The US Shale Advantage

The biggest change in global petrochemicals since the first edition has been the collapse of US ethane prices after the shale gas boom. Starting around 2010, cheap associated gas from the Permian, Marcellus, and Eagle Ford flooded the Mont Belvieu NGL hub with ethane, driving ethane prices to levels that made US ethane crackers the lowest-cost producers of ethylene in the world. The resulting Gulf Coast build-out is outsized: ExxonMobil Baytown, Dow Freeport, CP Chem Sweeny, Formosa Point Comfort, Sasol Lake Charles, and Shell Monaca in Pennsylvania, the first new cracker outside the Gulf in a generation. The US is now a net exporter of polyethylene for the first time since the 1980s, and a major exporter of purity ethane to crackers in Europe, India, and China via specialized very-large ethane carrier (VLEC) ships. Chapter 24 (US LNG) picks up the LNG side of the same story.

Plastics in Context and the China Overbuild

Global plastics production runs at roughly 400 million tonnes per year as of 2026. PE and PP together account for more than half of that. The seven resin identification codes (PET 1, HDPE 2, PVC 3, LDPE 4, PP 5, PS 6, and "other" 7) are familiar from recycling bins; only PET and HDPE recycle at meaningful rates. Chemical recycling and pyrolysis-to-feedstock have been piloted heavily in the last five years with limited commercial success.

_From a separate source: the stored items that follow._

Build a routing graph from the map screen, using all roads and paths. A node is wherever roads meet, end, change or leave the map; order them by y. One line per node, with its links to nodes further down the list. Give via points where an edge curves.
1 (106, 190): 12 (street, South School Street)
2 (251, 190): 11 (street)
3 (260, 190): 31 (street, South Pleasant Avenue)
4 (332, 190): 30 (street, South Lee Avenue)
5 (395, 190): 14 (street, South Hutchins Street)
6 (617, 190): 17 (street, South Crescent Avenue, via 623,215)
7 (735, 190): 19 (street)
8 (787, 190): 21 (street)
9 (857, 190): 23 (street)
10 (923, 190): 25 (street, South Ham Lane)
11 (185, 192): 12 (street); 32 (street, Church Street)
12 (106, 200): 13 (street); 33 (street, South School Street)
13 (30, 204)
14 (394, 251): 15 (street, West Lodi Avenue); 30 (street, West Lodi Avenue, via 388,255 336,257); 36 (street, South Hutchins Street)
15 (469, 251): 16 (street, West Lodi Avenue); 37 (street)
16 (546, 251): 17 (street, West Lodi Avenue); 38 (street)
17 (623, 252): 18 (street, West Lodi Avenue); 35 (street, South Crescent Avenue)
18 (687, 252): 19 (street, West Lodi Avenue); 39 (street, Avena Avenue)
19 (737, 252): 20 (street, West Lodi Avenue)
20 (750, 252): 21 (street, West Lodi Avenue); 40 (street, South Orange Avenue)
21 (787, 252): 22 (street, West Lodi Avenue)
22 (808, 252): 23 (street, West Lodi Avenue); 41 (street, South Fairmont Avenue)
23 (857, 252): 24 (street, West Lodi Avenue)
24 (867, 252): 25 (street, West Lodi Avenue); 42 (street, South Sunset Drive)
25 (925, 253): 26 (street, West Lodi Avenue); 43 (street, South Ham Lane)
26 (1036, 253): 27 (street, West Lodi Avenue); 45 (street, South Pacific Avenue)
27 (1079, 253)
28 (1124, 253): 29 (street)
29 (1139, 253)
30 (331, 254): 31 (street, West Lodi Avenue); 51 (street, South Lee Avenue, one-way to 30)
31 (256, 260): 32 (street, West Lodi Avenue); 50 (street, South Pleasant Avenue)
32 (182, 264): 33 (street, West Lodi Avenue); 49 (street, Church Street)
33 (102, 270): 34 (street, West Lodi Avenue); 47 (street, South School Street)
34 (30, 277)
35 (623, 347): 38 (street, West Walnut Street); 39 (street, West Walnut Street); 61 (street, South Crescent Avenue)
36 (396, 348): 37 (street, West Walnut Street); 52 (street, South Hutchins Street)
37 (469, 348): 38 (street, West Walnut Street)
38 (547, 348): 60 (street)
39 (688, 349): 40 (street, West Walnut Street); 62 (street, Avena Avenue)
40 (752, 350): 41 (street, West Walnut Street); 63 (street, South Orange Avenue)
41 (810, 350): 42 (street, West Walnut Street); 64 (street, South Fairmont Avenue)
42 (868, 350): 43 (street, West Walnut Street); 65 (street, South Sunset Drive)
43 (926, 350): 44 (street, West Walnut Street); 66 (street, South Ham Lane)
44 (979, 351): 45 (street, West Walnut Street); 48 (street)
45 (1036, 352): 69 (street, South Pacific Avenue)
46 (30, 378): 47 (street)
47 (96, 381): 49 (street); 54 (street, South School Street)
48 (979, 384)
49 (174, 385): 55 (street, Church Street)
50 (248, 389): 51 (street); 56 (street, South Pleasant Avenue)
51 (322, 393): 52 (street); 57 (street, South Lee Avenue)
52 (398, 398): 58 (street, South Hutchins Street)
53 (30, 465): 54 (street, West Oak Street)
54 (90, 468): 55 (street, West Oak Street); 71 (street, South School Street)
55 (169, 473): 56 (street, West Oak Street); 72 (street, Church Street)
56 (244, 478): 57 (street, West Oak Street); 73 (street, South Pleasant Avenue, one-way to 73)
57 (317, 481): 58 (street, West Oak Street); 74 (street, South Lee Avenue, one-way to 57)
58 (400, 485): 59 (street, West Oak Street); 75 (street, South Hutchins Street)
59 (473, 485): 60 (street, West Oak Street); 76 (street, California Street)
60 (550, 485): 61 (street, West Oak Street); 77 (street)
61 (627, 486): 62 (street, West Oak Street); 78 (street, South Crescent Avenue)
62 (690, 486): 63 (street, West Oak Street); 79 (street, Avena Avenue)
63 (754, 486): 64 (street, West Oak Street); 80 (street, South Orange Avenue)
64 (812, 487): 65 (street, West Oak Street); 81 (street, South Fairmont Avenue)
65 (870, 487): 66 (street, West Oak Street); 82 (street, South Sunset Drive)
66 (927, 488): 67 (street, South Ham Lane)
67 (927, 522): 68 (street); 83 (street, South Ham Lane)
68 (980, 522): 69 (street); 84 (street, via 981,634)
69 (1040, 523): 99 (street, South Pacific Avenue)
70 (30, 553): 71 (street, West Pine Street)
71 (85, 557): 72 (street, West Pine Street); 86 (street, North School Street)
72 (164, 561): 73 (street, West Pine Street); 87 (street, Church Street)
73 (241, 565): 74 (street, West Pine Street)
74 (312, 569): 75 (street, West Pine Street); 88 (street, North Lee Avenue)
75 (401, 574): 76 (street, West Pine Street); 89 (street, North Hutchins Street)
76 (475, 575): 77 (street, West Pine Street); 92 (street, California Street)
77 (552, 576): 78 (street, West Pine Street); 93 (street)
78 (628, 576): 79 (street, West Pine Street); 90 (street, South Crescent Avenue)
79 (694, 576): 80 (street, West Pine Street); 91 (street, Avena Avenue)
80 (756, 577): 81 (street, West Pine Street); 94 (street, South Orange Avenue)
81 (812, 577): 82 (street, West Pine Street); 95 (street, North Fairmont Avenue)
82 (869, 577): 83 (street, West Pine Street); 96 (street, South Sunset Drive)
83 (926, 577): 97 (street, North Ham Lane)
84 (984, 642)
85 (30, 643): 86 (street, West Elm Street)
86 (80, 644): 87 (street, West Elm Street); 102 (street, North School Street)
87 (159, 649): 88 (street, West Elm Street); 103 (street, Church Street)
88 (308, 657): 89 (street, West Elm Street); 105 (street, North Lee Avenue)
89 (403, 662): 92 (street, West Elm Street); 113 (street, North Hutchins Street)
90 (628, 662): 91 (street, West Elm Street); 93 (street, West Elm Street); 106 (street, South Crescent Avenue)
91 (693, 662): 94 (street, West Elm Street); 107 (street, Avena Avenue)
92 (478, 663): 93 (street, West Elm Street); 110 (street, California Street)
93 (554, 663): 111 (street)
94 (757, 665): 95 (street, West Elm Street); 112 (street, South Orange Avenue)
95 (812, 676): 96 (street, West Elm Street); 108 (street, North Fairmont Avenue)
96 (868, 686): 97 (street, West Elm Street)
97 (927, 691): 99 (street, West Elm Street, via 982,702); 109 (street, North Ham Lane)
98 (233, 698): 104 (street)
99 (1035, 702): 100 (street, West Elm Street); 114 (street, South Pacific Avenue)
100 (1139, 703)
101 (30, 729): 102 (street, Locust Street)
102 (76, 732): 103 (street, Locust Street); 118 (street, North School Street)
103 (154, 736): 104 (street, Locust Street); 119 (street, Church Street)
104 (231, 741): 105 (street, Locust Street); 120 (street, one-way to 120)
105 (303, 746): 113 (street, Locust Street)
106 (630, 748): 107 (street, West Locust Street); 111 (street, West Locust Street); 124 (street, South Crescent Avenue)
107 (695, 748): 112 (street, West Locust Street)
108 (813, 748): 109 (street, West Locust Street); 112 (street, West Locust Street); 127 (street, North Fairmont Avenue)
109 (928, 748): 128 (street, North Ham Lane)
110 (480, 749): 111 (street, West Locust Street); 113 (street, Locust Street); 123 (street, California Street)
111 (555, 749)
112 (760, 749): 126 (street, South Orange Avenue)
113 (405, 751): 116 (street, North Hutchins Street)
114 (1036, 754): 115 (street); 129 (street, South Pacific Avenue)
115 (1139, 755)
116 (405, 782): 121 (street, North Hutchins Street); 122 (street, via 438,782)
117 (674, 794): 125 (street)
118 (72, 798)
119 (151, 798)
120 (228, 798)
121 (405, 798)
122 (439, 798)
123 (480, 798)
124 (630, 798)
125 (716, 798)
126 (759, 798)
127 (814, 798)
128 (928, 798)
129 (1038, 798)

The market story of 2022 to 2025 has been Chinese overcapacity. Between 2020 and 2025 China added more than 30 million tonnes per year of ethylene capacity, mostly in massive coastal refining-chemical complexes at Zhoushan, Gulei, and elsewhere. The new capacity exceeded domestic demand growth and collapsed margins across the entire global merchant chemical market. Marginal European naphtha crackers have begun closing in response; US ethane crackers remain profitable thanks to a feedstock cost advantage that Chinese naphtha crackers cannot match.

2nd Edition Update: The Petrochemical Demand Driver

This section is new to the 2nd edition.

Petrochemicals are the fastest growing source of oil demand. The IEA projects petrochemicals will account for more than a third of oil demand growth through 2030 and nearly half by 2050. As transportation fuel demand potentially peaks under EV adoption, petrochemical feedstock demand partially offsets the decline. This is the "non-burnable" demand for oil and gas that shows up in most long-term balances, and it has become the swing variable in oil demand forecasts.

Monomers like ethylene and propylene are combined in repeating patterns to form polymers like polyethylene and polypropylene. The vast majority of consumer plastics are made from just those two polymers plus PET, PVC, and polystyrene. Five molecules account for most of the plastic in the world.